_Problem details_. Your answer should be a single number: the count of lines in the records below containing the word "this".

_Given data_.
--*--

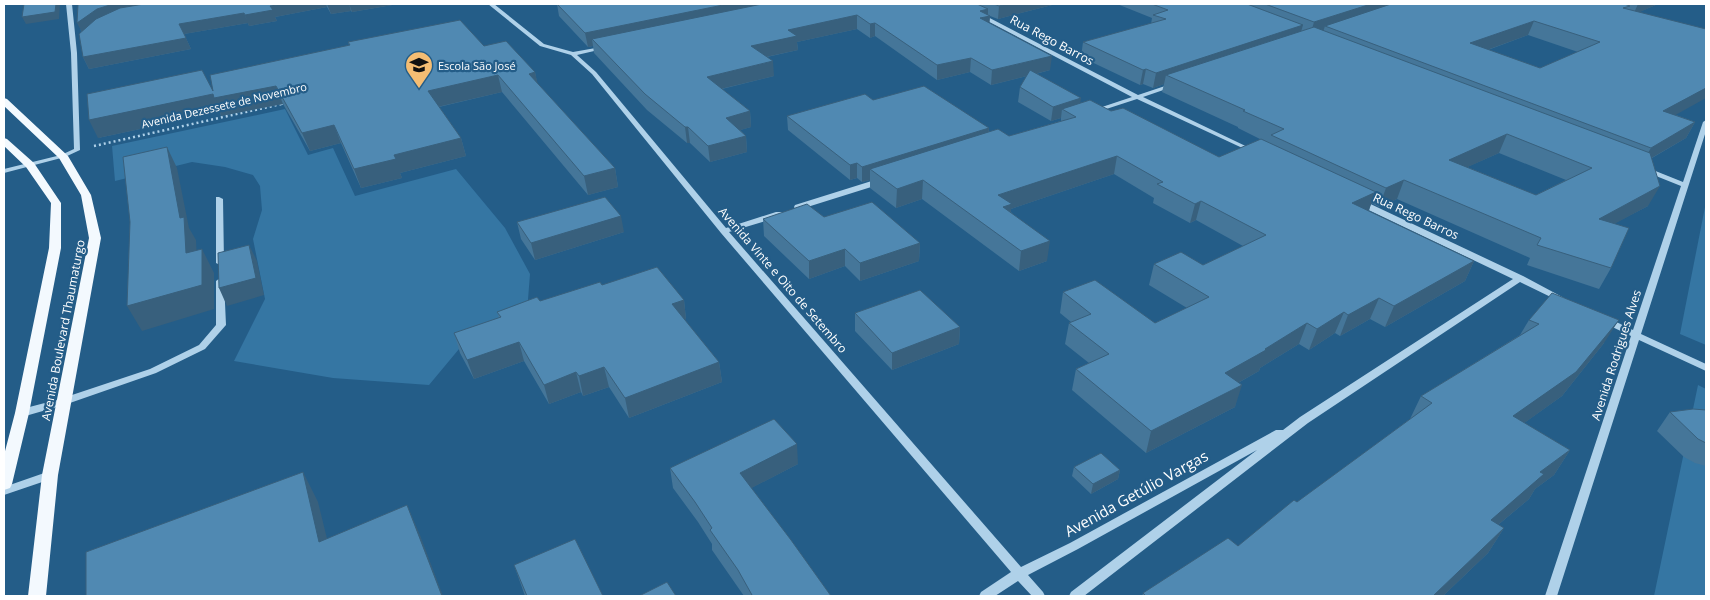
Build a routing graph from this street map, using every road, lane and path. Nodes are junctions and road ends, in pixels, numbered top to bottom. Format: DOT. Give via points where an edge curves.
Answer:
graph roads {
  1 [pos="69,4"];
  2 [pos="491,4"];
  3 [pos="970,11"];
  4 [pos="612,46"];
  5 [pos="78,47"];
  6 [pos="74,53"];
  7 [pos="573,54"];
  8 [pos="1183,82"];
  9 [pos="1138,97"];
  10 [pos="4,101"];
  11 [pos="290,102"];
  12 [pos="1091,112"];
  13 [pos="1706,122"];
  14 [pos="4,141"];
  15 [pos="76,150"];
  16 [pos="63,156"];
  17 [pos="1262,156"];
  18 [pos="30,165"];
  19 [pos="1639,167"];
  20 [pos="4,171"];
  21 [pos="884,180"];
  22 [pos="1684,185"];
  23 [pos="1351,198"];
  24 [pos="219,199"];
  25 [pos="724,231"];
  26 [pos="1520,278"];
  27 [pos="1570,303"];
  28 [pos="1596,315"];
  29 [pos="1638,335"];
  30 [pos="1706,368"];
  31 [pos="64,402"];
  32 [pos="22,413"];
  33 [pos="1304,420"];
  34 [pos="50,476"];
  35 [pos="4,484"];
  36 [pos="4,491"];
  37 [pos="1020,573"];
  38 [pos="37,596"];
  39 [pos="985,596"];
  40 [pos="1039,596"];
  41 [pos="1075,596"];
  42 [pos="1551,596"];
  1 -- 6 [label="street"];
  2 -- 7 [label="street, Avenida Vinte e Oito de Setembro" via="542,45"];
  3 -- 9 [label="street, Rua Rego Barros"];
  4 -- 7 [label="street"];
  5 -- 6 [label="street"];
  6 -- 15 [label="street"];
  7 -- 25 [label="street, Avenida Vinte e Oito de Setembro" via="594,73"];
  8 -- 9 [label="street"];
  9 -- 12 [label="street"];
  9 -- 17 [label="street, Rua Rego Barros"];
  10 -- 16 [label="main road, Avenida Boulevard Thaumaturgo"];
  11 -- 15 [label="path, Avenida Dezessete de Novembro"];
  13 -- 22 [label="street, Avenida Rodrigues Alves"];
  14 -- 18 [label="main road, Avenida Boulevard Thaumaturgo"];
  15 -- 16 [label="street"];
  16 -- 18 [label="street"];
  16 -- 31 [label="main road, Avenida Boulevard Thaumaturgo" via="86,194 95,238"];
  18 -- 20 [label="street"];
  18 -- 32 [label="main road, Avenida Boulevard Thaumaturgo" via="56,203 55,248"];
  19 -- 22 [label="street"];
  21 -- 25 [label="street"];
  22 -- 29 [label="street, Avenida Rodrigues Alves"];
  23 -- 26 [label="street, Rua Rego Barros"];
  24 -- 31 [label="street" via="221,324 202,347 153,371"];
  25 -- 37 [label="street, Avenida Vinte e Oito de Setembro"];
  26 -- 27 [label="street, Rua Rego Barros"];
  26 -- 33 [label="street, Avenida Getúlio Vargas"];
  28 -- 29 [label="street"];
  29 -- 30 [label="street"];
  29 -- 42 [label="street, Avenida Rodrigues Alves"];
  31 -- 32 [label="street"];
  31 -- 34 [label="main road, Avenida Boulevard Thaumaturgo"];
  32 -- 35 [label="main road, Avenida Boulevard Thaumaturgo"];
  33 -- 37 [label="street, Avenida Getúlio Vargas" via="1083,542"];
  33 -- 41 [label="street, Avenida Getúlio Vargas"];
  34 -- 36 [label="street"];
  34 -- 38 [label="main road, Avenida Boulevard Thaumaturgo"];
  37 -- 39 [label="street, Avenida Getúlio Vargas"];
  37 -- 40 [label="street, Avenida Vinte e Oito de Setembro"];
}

--*--

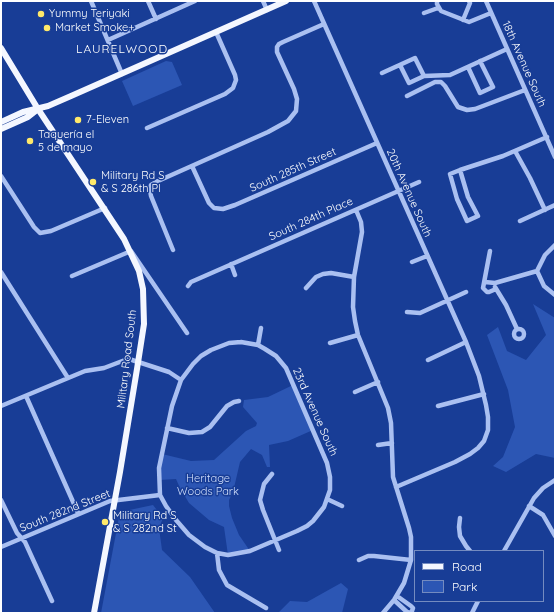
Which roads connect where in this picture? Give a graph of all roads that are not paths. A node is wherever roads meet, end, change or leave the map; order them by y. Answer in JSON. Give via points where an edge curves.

--*--

_Solution_. 2